On 15 May 2025, the Italian Senate and subsequently on 20 May 2025 the Italian Parliament definitively approved Decree-Law No. 36 of 28 March 2025, introducing significant changes to the rules governing Italian citizenship by descent (iure sanguinis), as set out in Law No. 91 of 5 February 1992.
This reform reflects the Italian government’s growing concern over the large number of citizenship applications submitted by foreign-born individuals of Italian ancestry—often with no real connection to Italy.
1. Purpose of the Reform
The reform aims to address the unconditional extension of citizenship rights to foreign-born descendants of Italian nationals who may not speak the language, reside in Italy, or have ties to its legal or civic culture.
With the new Article 3-bis of Law 91/1992, the decree imposes objective limits on the transmission of Italian citizenship to foreign-born individuals, marking a shift toward a more substantive connection requirement.
2. The New Article 3-bis: Limits to Citizenship by Descent
Under Article 3-bis, a person born abroad and holding another citizenship is not considered an Italian citizen by descent unless one of the following exceptions applies:
a) Application submitted by 27 March 2025
Citizenship may still be recognized under the prior rules if:
-
the application was filed with the competent Municipality or Consulate no later than 11:59 p.m. (Rome time) on 27 March 2025, or
-
the application was submitted on a date confirmed by an appointment granted before the same deadline.
b) Judicial proceedings initiated by 27 March 2025
Recognition remains possible under the former law if a lawsuit was filed before the deadline.
c) Ancestor of the 1st or 2nd degree held only Italian citizenship
At least one parent (1st degree) or grandparent (2nd degree) must have held exclusively Italian citizenship at the time of death.
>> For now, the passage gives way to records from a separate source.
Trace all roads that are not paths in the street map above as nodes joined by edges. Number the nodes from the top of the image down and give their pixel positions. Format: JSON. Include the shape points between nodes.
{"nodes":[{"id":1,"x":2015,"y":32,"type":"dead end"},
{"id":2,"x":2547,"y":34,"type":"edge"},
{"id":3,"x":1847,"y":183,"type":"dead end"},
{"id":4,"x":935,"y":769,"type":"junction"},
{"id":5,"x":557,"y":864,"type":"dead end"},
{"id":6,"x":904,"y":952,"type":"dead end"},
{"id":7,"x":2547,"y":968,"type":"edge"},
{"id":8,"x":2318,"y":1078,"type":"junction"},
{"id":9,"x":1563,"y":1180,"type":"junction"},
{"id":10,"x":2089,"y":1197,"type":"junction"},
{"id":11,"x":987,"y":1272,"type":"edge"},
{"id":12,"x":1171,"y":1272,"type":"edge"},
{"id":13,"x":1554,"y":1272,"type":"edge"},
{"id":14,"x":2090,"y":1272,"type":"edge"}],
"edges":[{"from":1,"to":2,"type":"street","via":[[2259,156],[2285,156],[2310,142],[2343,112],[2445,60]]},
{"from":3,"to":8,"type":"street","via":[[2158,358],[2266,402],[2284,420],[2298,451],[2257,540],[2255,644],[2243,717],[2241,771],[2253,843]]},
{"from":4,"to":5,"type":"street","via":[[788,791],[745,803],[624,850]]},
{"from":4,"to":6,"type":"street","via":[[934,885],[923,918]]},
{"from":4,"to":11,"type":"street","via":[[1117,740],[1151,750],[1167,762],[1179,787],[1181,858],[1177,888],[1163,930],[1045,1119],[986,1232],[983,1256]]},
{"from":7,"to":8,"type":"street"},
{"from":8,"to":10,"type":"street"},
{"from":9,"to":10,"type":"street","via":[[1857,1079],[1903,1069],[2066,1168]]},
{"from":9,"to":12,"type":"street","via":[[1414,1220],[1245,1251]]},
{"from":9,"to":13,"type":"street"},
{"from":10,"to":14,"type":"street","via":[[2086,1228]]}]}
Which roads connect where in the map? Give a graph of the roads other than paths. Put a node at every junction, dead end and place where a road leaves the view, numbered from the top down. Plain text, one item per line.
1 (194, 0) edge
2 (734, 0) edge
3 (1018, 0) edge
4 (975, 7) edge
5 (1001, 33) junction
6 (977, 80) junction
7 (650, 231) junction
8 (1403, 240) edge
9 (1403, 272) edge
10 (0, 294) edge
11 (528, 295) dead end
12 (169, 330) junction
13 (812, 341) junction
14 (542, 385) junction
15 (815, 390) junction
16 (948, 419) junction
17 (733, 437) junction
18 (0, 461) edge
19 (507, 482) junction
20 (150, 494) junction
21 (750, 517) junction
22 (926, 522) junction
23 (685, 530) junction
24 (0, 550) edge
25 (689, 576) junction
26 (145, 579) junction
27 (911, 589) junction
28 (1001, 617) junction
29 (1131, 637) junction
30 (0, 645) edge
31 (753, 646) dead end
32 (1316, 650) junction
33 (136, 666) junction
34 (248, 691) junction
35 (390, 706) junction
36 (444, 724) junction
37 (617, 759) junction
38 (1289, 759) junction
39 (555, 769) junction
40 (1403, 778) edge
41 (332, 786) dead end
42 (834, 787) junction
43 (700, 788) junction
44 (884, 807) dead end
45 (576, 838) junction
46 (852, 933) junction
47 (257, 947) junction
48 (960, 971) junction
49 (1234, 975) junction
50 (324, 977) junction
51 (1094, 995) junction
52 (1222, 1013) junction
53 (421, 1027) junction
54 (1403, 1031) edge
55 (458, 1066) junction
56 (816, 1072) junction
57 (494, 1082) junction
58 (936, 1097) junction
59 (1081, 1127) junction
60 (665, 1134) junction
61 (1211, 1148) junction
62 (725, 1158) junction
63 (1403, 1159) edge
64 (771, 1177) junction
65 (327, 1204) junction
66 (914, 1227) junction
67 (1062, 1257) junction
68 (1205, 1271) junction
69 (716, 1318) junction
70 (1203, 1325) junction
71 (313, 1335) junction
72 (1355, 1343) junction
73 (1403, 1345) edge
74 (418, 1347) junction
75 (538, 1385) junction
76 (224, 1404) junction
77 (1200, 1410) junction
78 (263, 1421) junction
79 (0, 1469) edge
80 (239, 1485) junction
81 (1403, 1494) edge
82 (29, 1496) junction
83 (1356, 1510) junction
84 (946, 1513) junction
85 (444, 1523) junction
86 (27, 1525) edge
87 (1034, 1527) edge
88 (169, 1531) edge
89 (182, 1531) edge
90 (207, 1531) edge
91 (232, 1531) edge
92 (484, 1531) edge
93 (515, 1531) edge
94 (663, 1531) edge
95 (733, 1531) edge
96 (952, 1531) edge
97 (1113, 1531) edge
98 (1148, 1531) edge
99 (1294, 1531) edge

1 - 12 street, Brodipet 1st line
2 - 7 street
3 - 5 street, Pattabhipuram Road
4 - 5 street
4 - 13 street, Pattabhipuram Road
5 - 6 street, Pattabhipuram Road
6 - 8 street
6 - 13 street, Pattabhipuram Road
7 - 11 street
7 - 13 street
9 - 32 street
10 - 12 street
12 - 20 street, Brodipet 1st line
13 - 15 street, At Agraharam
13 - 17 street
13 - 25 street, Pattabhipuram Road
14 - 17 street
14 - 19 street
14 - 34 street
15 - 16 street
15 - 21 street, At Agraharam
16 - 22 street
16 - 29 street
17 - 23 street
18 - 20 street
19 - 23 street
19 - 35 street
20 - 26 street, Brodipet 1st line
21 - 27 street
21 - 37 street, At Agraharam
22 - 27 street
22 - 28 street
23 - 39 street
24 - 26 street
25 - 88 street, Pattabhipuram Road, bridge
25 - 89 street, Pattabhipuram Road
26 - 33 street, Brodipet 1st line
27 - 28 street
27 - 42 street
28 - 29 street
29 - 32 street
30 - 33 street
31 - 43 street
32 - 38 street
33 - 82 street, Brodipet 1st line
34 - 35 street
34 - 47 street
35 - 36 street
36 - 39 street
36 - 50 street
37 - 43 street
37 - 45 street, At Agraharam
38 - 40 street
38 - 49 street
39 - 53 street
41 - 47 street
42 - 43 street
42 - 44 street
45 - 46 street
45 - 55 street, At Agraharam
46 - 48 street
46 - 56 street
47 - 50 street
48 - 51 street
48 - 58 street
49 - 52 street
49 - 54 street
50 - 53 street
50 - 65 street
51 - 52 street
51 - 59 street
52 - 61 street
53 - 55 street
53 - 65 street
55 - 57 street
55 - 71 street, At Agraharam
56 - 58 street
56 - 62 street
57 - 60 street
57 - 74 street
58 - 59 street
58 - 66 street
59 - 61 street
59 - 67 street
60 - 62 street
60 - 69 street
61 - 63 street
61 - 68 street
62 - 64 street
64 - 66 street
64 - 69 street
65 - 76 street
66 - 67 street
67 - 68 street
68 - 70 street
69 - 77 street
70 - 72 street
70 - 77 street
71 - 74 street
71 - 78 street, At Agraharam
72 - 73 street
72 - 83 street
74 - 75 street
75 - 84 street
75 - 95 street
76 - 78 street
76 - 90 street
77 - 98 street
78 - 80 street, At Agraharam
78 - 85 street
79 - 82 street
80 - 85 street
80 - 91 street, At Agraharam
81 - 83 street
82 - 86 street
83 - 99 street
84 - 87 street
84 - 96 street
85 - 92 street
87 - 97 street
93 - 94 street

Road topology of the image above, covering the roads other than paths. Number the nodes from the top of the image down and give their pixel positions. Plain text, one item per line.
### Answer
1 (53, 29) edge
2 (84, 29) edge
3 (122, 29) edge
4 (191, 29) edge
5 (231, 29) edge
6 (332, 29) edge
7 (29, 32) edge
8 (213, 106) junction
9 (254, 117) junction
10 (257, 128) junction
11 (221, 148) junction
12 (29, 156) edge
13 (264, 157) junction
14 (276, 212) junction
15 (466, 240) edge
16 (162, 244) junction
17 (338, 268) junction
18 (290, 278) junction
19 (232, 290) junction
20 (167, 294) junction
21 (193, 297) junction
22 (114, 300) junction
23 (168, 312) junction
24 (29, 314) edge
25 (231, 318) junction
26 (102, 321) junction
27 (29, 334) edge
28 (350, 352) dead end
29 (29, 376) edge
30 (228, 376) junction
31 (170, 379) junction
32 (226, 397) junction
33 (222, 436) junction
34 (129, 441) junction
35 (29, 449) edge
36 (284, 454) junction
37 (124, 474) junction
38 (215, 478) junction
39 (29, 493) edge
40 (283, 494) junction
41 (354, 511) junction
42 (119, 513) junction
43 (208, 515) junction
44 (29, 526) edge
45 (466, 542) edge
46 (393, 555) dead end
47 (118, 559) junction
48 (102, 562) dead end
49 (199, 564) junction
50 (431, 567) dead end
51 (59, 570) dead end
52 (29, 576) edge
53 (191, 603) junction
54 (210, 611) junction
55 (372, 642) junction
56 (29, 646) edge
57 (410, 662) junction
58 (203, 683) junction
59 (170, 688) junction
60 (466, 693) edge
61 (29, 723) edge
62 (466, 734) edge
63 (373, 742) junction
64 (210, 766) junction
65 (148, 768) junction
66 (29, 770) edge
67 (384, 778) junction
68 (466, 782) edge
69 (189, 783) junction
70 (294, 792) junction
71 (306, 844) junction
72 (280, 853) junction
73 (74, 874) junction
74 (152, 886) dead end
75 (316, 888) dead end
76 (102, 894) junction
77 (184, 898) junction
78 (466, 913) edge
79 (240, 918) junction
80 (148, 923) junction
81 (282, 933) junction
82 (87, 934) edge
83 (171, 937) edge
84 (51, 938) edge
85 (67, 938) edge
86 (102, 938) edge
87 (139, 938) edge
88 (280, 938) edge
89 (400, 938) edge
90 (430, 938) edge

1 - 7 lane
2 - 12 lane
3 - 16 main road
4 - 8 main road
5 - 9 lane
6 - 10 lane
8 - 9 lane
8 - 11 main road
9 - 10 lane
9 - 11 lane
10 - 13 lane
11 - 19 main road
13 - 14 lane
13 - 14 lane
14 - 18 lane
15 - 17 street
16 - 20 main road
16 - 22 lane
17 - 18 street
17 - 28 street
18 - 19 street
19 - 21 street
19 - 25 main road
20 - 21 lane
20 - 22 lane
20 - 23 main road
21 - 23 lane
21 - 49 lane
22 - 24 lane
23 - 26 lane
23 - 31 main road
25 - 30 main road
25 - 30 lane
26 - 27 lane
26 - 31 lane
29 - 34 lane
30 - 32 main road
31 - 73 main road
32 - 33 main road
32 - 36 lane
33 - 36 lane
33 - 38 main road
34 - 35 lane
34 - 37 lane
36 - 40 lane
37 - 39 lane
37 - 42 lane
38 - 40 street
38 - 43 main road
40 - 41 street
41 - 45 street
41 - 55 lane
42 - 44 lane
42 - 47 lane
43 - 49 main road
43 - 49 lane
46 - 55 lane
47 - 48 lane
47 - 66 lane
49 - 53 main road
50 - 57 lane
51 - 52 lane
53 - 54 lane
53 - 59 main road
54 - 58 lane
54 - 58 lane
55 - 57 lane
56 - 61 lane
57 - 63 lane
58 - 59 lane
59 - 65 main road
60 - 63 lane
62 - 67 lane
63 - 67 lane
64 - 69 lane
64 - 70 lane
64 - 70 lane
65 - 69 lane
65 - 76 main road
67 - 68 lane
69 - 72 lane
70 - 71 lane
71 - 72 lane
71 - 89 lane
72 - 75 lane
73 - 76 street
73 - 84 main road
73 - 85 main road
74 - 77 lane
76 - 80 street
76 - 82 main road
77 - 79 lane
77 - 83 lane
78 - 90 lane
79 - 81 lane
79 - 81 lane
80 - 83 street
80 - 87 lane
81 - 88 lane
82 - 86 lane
d) Italian residence of the parent
If the parent acquired Italian citizenship by naturalization, they must have resided legally in Italy for at least two consecutive years after obtaining citizenship and before the child’s birth or adoption.
3. Practical Consequences
The reform transforms the concept of iure sanguinis from a purely genealogical right to a regulated legal status, requiring:
-
A real link to the Republic of Italy,
-
Strict documentation, and
-
Verification of the applicant’s effective ties to the country.
In particular:
-
Claims based on remote ancestry (e.g., great-great-grandparents) are excluded unless supported by the new legal requirements.
-
Italian Municipalities and Consulates must verify genuine residence, identity, and compliance with timelines.
-
The use of witness testimony or sworn declarations is no longer permitted; only authentic, legalized documents are accepted.
4. Legal Interpretation
The reform aligns with recent judicial decisions and administrative practices, aimed at preventing:
-
Abuse of the citizenship process, such as fictitious residences or forged documents.
-
The misuse of EU citizenship rights by individuals lacking actual integration.
It represents a constitutional balance between the principle of ius sanguinis and the need for an effective bond with the Republic, in line with Article 3 of the Italian Constitution.
5. How to Proceed Now?
Applicants must:
-
Provide a complete and uninterrupted genealogical chain, supported by legalized and translated vital records.
-
Demonstrate that their parent or grandparent held only Italian citizenship.
-
Comply with residency requirements, if applicable.
Given the technical nature of these proceedings, legal assistance is recommended to avoid rejections or delays.